On this day, I must address the honourable members of the People’s Parliament. I want to inform them that the government’s strategy to solve this crisis is against the poor people. I want to explain and clarify to them thoroughly that this government is mainly concerned with the housing question because the building of homes is a very profitable industry.

They must be aware that successive regimes build homes for workers only by way of exception. They must recognise that the main concern of the government in this regard is to first satisfy the demand for houses by the middle class who are equally afflicted by the housing crisis and who can afford to buy them. This is why the poor are priced out of owning these housing units. I want these people to understand that the government is merely advocating for a cosmetic solution to this crisis so that the solution continually proposes the same question, thereby allowing the political elite to utilise it as a mobilisation tool.

I will fight if necessary to address this gathering today! I want them to understand that in our society, those considered as smart landlords are those who can ruthlessly maximise earnings from their properties.

Since most of those gathered here are impoverished people who have lived through successive World Bank and IMF instigated Structural Adjustment Programs over the decades, they’ve seen the irrigation schemes collapse and farmers impoverished. They’ve seen the coffee, sugarcane, tea and milk cooperatives their parents depended on crash and their lives turned upside down, a factor that forced most of them to find their way into the city. They’ve also either sold or witnessed their parents sell their ancestral lands and become squatters – or relocate to the village shopping centres – in order to pay for privatised healthcare and education. They will therefore understand when I tell them that, aside from one grass-to-grace tale, the overwhelming majority of them – despised, forgotten, and unheard – will most likely grow to old age and die without ever affording a decent shelter or life.

Even if it were possible, the state would not want to eradicate the problem of housing. Friedrich Engels reminds us that;

“It is perfectly clear that the existing state is neither able nor willing to do anything to remedy the housing difficulty. The state is nothing but the organised collective power of the possessing classes, the landowners and the capitalists as against the exploited classes, the peasants and the workers. What the individual capitalists (and it is here only a question of these because in this matter the landowner who is also concerned acts primarily as a capitalist) do not want, their state also does not want.”

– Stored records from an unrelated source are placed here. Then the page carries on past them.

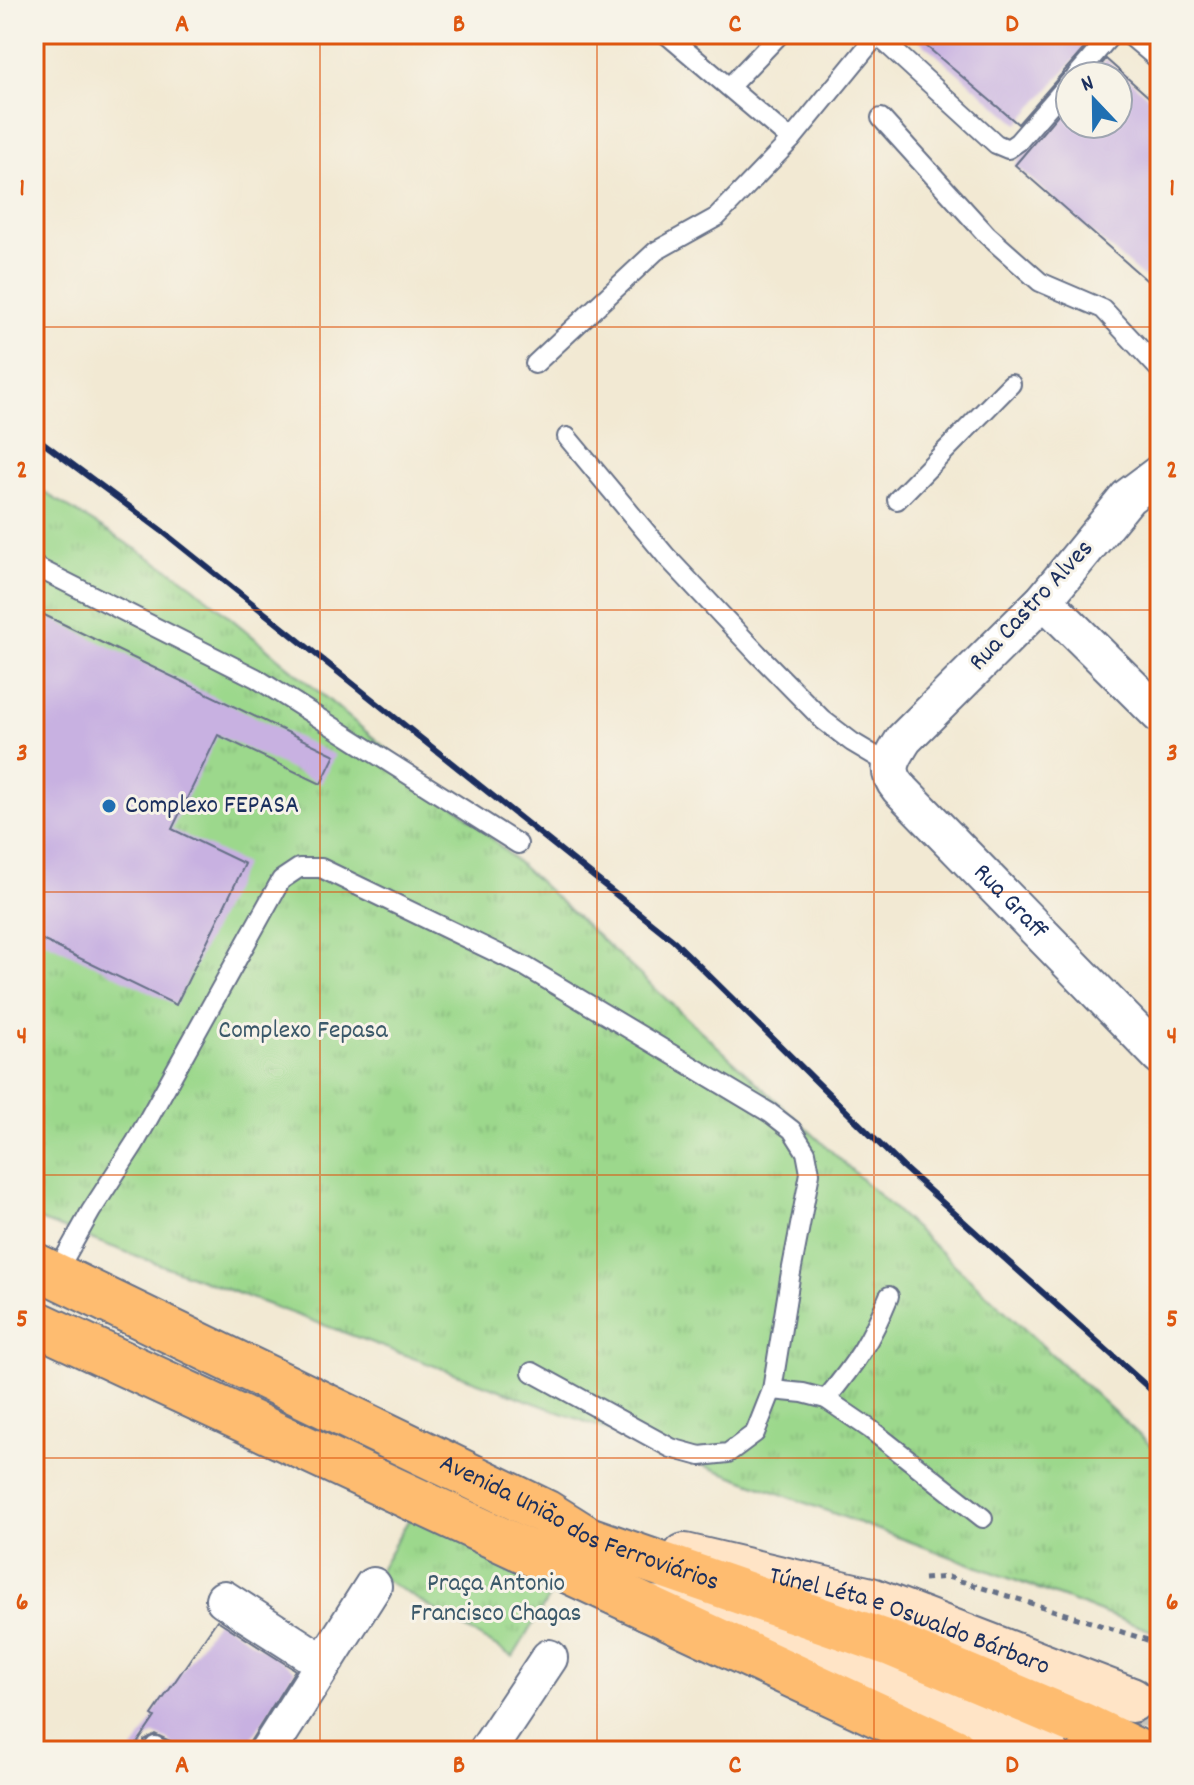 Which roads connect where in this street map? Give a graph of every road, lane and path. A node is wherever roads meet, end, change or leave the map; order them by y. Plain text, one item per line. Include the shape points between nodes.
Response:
1 (666, 34) edge
2 (780, 34) edge
3 (1112, 34) edge
4 (1128, 34) edge
5 (876, 35) edge
6 (1090, 60) edge
7 (1160, 61) edge
8 (729, 87) junction
9 (1054, 100) edge
10 (881, 118) dead end
11 (791, 140) junction
12 (535, 364) dead end
13 (1160, 370) edge
14 (1011, 384) dead end
15 (567, 437) dead end
16 (1160, 473) edge
17 (897, 500) dead end
18 (34, 566) edge
19 (1044, 600) junction
20 (1160, 715) edge
21 (896, 751) junction
22 (518, 844) dead end
23 (1160, 1056) edge
24 (44, 1270) edge
25 (889, 1296) dead end
26 (34, 1322) edge
27 (532, 1372) dead end
28 (772, 1390) junction
29 (826, 1399) junction
30 (545, 1512) junction
31 (983, 1518) dead end
32 (373, 1586) dead end
33 (224, 1599) dead end
34 (871, 1600) junction
35 (646, 1608) junction
36 (1160, 1644) edge
37 (549, 1658) dead end
38 (322, 1662) junction
39 (1131, 1700) tunnel mouth
40 (268, 1751) edge
41 (487, 1751) edge
42 (955, 1751) edge
43 (1046, 1751) edge
44 (1137, 1751) edge

1 - 8 lane
2 - 8 lane
3 - 6 lane
4 - 7 lane
5 - 9 lane via 996,144 1008,149
5 - 11 lane
8 - 11 lane
10 - 13 lane via 987,235 1040,282 1103,309
11 - 12 lane via 717,217 656,251
14 - 17 lane
15 - 21 lane via 666,556 823,720 852,742
16 - 19 street, Rua Castro Alves via 1128,497
18 - 22 lane via 256,678
19 - 20 street
19 - 21 street, Rua Castro Alves
21 - 23 street, Rua Graff via 891,778 899,788
24 - 28 lane via 135,1143 281,880 299,868 321,868 526,967 792,1130 806,1152 810,1173
24 - 30 main road, Avenida União dos Ferroviários
25 - 29 lane via 872,1338
26 - 35 main road, Avenida União dos Ferroviários
27 - 28 lane via 671,1448 700,1456 728,1453 755,1433
28 - 29 lane
29 - 31 lane
30 - 34 main road, Túnel Léta e Oswaldo Bárbaro via 653,1548
30 - 44 main road, Avenida União dos Ferroviários via 588,1539 891,1644
32 - 38 street
33 - 38 street
34 - 36 path via 920,1580 948,1577
34 - 39 main road, Túnel Léta e Oswaldo Bárbaro
35 - 42 main road, Avenida União dos Ferroviários
35 - 43 main road, Túnel Léta e Oswaldo Bárbaro via 710,1612 889,1679
37 - 41 street
38 - 40 street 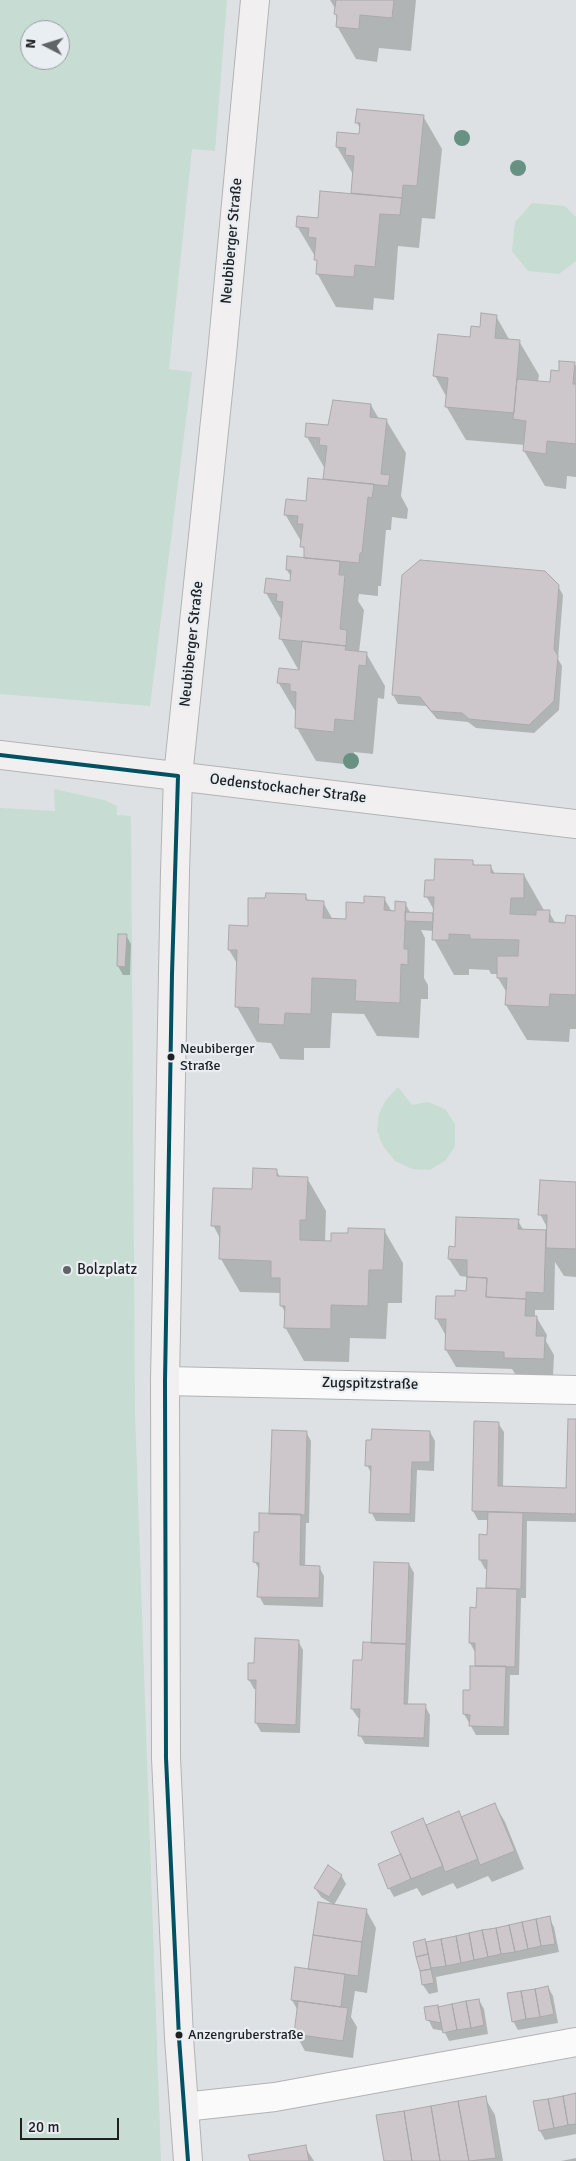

In one of our recent community meetings in Kasarani with a women’s group, they brought to the fore an unholy alliance between the landlords, auctioneers, and the local administration.

The women claimed that when a tenant misses just one month’s rent, auctioneers arrive early, just as children are leaving for school. They order them to leave with nothing then proceed to lock the house. Everything is later auctioned off for almost nothing. The chiefs (local administrative system) who are part of this immoral scheme frustrate their efforts to get justice. All of this is done without receiving the legally-required notice to vacate in accordance with section 57 of the Land Act(2012) – leaving these disadvantaged families agonising over their next move.

If my fellow honourable members miss all that, let them at least get it clear that the crisis of social housing cannot be solved without solving the social question. It is not enough to just house people; they must be part of a functional system. This is only conceivable if they have state power in the hands of a pro-poor government that will struggle to build socialism to provide adequate housing, water, sanitation, education health care and a clean environment for all.

Kinuthia Ndung’u is an organiser with the Communist Party of Kenya and Kasarani Social Justice Centre.